Steven Saylor Returns to Ancient Rome
Our general understanding of ancient Roman culture is generally quite superficial, at least for the majority of us who mostly remember it from the textbooks we used to read in high-school. It seems recently though, our collective fascination with the old culture has been revived in a certain sense, as is apparent by the increased amount of television shows, movies and literature produced on the subject in the last decade or so.
Though our many findings have allowed us to paint a relatively complete picture of life back in those days, there are still more than enough questions remaining to rouse our curiosity and stimulate the imagination of inventive writers such as Steven Saylor. Having practically made a career out of historical fiction novels set in Ancient Rome, Saylor does what he does best once again in one of his latest novels titled The Throne of Caesar.
The plot begins in a most prosperous time for Julius Caesar, with his enemies defeated, his empire growing, and another conquest looming on the horizon, this time against the Parthian Empire. As the shrewd dictator knows however, a man in his position is never free of danger, and something tells him a big conspiracy is looming. Thus, he decides to hire Gordanius the Finder, an admirable investigator who was just about to decide on his retirement. The mission: to keep an ear on the ground and attempt to expose any plans or conspiracies against Caesar. Awaiting to be bestowed a promised honour by the leader himself on the Ides of March, Gordanius takes up his mantle once again and dives back into the Roman underworld where everyone is always plotting against someone else.
An Excursion into the Past
Whenever it comes to any historical novel, the question always stands as to the amount of research the author put into it. Considering Saylor’s writings have majorly revolved around this time period, I don’t think anyone should be surprised at his extensive and evocative descriptions of Ancient Rome. No matter what locale he takes us to, the author always ensures to bring out the small details capable of turning a mere description into a veritable experience. He aptly makes use of all our senses and shows us (rather than telling us) this world as he perceives it. While these passages are indeed numerous, I completely appreciated them for the amount of tangible information it offered, and I believe all those of you interested in Ancient Rome will share my opinion (and let’s be honest, one probably wouldn’t read this book without having the mentioned interest).
Along the way on our journey through the past we also get to make the acquaintance of numerous historical characters, including Cicero and the poet Cinna, as well as various smaller political personalities who I am undoubtedly unaware of. Saylor does have a knack for making his people come to life, and while I will admit my knowledge on their true natures and behaviours is fairly limited, I had no trouble believing in his version of events… especially considering how painstakingly he worked to recreate an accurate world.

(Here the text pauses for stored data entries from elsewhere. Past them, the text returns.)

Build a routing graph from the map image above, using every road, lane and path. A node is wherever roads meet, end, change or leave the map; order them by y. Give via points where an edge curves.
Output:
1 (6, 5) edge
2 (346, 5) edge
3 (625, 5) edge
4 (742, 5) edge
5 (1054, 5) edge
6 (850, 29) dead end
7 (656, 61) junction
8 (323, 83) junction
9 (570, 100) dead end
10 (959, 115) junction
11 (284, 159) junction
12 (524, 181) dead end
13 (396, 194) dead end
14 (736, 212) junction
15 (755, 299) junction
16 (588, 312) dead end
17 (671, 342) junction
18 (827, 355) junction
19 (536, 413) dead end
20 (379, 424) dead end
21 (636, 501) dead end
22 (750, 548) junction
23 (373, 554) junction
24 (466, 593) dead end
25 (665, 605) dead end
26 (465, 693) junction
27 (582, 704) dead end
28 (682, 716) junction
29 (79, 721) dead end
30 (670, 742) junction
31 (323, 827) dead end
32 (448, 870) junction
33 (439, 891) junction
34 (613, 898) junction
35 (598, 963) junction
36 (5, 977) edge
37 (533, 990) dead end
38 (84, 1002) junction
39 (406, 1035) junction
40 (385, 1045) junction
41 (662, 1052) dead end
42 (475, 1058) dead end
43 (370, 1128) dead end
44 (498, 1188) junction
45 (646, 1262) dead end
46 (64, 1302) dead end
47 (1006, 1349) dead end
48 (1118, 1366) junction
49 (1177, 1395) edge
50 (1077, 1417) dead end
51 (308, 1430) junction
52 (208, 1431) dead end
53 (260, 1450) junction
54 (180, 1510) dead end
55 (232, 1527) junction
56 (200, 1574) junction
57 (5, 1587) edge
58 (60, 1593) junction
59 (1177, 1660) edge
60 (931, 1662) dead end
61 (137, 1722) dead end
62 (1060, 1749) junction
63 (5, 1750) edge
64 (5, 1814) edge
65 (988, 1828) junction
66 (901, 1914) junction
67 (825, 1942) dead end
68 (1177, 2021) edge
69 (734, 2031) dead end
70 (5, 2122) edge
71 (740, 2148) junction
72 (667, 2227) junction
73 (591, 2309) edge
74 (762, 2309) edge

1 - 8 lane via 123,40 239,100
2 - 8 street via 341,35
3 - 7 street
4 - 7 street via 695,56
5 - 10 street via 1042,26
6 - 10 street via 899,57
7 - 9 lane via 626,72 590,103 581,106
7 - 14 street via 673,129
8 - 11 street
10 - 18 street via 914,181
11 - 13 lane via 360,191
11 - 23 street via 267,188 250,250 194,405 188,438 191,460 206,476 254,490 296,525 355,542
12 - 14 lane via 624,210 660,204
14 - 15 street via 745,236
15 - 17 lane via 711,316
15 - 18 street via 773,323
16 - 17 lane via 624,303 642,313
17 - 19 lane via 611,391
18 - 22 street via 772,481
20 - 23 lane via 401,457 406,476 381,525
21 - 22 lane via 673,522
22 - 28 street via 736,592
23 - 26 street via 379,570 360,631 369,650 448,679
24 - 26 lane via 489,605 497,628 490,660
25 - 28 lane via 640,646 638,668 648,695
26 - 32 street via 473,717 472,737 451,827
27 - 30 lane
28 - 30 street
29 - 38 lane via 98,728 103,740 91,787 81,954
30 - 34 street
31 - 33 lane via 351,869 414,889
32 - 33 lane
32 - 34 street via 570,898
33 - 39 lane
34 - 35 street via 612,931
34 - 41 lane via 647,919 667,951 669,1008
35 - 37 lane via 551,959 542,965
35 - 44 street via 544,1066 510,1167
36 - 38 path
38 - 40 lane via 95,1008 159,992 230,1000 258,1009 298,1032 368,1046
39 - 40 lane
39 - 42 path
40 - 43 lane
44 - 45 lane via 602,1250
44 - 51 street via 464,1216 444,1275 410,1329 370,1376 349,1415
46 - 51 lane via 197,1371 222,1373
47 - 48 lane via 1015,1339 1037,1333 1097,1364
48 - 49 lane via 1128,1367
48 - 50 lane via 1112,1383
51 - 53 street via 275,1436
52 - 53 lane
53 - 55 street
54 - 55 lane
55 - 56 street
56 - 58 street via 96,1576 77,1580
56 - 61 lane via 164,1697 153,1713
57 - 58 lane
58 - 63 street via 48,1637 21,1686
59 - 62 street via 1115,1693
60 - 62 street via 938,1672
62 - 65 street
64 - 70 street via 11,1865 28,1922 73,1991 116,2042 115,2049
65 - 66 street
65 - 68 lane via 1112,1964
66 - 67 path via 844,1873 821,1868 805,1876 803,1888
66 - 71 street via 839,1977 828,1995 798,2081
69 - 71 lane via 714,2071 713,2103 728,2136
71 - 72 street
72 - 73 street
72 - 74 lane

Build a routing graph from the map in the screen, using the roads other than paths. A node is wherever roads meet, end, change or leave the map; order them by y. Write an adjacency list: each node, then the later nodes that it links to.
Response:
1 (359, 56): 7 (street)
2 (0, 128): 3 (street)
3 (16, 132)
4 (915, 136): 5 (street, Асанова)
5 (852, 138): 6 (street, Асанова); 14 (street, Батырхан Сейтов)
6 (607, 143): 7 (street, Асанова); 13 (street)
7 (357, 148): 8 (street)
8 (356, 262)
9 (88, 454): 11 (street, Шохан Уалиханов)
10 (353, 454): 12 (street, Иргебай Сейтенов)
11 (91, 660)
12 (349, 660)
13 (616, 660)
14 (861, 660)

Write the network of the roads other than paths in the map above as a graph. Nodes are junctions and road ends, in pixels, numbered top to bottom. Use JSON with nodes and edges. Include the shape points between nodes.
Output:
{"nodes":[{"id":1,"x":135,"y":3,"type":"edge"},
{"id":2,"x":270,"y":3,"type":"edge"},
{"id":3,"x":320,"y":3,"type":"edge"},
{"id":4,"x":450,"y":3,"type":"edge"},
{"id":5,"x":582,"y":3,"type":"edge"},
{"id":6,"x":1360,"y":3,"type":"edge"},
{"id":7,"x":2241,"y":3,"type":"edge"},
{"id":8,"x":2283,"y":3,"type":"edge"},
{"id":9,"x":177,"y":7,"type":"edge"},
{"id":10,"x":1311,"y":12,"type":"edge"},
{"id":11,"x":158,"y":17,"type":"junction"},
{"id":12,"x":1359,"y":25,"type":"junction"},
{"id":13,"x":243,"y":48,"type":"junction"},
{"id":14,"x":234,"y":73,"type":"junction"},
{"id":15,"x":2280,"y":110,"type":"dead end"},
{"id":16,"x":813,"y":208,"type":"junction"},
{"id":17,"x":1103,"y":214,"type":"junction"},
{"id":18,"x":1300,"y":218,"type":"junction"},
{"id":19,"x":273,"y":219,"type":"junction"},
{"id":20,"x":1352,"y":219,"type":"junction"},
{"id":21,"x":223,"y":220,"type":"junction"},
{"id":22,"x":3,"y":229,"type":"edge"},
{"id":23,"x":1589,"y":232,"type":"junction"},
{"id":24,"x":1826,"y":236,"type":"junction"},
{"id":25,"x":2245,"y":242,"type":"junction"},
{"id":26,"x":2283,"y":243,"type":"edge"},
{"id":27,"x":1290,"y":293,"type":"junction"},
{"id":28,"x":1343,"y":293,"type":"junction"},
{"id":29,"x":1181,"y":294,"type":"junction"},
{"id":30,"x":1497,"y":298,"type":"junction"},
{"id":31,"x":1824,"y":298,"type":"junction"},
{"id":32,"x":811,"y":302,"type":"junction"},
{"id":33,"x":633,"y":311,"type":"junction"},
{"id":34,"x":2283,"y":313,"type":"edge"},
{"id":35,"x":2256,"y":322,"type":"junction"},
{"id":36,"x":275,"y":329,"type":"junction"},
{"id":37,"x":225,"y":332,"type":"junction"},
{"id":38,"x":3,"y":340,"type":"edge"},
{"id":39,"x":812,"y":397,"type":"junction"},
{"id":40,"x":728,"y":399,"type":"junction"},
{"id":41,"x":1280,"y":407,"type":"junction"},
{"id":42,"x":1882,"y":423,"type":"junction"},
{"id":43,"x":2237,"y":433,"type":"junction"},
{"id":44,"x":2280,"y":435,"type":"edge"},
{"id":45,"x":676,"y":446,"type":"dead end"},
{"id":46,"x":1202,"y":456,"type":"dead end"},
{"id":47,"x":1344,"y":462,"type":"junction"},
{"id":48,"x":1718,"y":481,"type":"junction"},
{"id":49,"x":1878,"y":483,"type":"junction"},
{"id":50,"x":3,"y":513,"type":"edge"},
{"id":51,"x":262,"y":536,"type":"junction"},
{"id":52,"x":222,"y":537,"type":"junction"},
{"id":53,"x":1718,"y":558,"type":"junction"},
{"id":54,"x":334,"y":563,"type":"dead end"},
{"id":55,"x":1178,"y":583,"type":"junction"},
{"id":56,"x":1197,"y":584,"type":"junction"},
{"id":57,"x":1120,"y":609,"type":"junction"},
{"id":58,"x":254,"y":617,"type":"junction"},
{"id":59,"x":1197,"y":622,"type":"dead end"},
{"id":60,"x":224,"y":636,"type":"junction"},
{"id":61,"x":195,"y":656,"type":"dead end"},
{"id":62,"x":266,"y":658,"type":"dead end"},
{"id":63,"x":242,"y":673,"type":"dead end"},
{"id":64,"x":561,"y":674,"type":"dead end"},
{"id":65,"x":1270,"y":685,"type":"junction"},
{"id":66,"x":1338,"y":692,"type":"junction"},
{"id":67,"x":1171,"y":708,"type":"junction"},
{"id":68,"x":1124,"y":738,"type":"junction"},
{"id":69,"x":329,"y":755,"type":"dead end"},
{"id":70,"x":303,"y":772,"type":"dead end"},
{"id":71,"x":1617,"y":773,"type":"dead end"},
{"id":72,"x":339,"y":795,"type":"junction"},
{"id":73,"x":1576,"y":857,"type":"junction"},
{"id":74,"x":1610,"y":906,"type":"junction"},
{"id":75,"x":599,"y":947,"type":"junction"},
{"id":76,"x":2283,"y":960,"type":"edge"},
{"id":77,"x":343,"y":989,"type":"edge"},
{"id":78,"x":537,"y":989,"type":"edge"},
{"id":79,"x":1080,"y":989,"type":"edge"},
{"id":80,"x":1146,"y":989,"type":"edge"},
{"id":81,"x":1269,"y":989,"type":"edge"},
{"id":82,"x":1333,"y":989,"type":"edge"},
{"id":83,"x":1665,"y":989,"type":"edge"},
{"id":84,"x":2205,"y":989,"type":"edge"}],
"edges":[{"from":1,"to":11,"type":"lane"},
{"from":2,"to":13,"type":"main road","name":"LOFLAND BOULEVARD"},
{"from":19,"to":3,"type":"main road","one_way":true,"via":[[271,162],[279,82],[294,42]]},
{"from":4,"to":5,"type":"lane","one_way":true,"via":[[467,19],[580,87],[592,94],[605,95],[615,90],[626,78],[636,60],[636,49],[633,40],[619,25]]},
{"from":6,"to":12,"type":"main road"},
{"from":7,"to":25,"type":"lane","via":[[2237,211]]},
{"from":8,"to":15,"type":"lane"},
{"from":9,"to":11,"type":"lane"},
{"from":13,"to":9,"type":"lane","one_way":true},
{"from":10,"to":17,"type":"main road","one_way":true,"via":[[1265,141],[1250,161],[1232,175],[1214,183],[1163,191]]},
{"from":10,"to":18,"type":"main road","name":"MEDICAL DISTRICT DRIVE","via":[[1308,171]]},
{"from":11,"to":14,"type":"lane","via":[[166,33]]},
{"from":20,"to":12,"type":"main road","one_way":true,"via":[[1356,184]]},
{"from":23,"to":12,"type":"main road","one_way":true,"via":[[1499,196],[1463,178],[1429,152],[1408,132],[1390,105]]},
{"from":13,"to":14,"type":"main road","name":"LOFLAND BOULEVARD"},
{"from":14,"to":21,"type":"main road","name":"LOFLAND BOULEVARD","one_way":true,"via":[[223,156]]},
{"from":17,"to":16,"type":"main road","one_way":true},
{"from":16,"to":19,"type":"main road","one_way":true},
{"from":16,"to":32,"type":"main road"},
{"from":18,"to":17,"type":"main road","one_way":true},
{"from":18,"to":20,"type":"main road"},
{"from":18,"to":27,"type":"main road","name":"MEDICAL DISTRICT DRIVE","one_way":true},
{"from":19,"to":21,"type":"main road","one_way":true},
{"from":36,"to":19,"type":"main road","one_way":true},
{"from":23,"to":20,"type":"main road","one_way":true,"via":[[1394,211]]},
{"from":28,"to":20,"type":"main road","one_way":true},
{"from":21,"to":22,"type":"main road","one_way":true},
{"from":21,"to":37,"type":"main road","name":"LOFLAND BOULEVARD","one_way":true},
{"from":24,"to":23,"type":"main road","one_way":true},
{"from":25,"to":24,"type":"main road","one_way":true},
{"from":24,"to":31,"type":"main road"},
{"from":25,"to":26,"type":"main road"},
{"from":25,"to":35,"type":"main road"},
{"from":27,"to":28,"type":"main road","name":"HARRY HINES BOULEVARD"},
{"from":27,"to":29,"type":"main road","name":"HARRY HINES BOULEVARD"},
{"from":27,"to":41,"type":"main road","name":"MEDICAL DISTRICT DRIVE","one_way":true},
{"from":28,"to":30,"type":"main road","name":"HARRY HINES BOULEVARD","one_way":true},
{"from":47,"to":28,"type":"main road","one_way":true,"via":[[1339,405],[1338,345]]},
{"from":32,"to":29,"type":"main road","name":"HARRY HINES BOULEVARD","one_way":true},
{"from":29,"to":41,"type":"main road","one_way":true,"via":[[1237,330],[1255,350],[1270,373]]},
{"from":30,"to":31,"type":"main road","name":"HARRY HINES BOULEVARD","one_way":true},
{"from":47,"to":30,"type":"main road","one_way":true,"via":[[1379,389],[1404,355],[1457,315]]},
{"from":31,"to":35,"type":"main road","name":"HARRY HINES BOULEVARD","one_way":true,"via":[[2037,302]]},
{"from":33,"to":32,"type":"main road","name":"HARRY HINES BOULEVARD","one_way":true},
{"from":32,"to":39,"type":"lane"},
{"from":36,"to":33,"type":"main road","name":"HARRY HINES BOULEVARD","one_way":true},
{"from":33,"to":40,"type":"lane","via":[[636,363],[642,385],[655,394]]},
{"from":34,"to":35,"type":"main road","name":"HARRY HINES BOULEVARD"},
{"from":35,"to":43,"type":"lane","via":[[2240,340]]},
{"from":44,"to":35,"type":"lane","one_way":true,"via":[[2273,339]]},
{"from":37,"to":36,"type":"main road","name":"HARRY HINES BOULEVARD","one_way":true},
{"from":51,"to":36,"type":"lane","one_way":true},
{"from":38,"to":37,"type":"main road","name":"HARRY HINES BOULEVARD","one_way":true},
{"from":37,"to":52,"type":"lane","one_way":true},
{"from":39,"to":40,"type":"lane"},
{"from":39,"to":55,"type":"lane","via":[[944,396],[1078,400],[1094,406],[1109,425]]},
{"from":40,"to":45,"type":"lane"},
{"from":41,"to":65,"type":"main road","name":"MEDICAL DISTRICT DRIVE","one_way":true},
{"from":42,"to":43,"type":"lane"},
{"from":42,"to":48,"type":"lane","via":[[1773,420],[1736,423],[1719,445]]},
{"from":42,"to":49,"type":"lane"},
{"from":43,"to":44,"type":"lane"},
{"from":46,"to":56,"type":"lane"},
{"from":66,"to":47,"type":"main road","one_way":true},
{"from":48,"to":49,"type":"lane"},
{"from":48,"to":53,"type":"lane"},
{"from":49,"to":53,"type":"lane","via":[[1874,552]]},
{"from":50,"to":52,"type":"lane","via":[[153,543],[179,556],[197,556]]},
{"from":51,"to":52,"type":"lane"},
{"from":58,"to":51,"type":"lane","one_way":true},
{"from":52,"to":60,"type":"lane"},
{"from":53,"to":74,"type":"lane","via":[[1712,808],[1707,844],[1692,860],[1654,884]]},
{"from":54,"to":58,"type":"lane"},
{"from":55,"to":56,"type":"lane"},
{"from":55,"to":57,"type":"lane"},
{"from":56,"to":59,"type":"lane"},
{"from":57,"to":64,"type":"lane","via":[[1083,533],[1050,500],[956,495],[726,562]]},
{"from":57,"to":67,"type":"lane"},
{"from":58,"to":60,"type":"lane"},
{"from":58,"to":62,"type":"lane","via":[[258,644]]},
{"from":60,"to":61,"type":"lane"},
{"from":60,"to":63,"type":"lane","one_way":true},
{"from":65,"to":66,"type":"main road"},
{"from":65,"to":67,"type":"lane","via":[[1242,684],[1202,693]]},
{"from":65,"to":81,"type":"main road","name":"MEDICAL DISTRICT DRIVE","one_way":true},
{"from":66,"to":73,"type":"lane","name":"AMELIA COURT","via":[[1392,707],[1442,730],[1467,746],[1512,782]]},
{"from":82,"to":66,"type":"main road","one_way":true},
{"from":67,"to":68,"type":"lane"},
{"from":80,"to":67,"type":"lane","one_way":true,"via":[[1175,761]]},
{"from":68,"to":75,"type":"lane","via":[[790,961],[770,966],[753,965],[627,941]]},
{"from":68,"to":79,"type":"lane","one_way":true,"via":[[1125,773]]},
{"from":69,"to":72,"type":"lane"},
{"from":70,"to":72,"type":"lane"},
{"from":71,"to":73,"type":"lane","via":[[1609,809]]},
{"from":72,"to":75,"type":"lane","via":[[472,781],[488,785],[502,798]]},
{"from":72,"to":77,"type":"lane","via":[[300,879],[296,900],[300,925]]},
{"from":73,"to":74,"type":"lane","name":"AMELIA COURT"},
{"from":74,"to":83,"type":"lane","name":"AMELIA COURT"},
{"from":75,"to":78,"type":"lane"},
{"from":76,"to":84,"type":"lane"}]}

I should mention, for the first three quarters of the book or so, it does feel as if we are treated more to a normal historical narrative rather than an actual mystery, but Saylor lets none of it go to waste. I really was impressed in how he set everything up for the unravelling in the latter part of the book, and ultimately almost all we learn on our journey plays a role in one way or another.
The Most Famous Murder
With the above being said, while it is true most of the earlier parts of The Throne of Caesar don’t have much mystery to them, the plot does advance slowly and surely as Gordanius calmly progresses towards his goal. I found he made for a very curious protagonist, set in his ways and decades of wisdom in his eyes. The fact alone we get to witness the work of an investigator in a time so far removed from ours was enough to draw me to his character and pay attention to anything he did. While I wouldn’t exactly say he undergoes a whole lot of development, I found he was the perfect vehicle for us to ride on this particular journey.
Moving towards the last quarter of the book, the pace notably picks up and historical aspect of the writing is pushed into the back rows. The conspiracy against Caesar takes up greater and greater prominence as we go along and the tensions keep on rising as we observe Gordanius fumbling around in an attempt to prevent it from happening. I highly doubt I would spoil the story for anyone by revealing the murder does happen (the author himself said it was a topic he couldn’t avoid forever), and in large part thanks to all the build-up which happened before it felt like one of the most moving scenes I’ve read in recent memory. I wholeheartedly believe Saylor deserves all the credit in the world for his powerful depiction of human cruelty and cowardice, coupled with the inescapable course of history which will eventually swallow us all.
The Final Verdict
Steven Saylor’s The Throne of Caesar is, in my mind, likely one of the best historical novels taking place in Ancient Rome and detailing the conspiracy against the infamous dictator. It has both history and mystery in spades at their appropriate moments and succeeded in drawing me into the story with both. I highly recommend this book to anyone who even remotely enjoys historical mysteries.
Steven Saylor is an American author specializing in historical novels who graduated from the University of Texas at Austin after studying history and classics.
His most notable works include the Roma Sub Rosa mystery series set in Ancient Rome, and the two novels set in Texas titled A Twist at the End and Have You Seen Dawn?.
Saylor is also the recipient of numerous prestigious accolades, including the 1993 Robert L. Fish Memorial and Lambda Literary Awards, as well as the 2000 Writers’ League of Texas Violet Crown Award.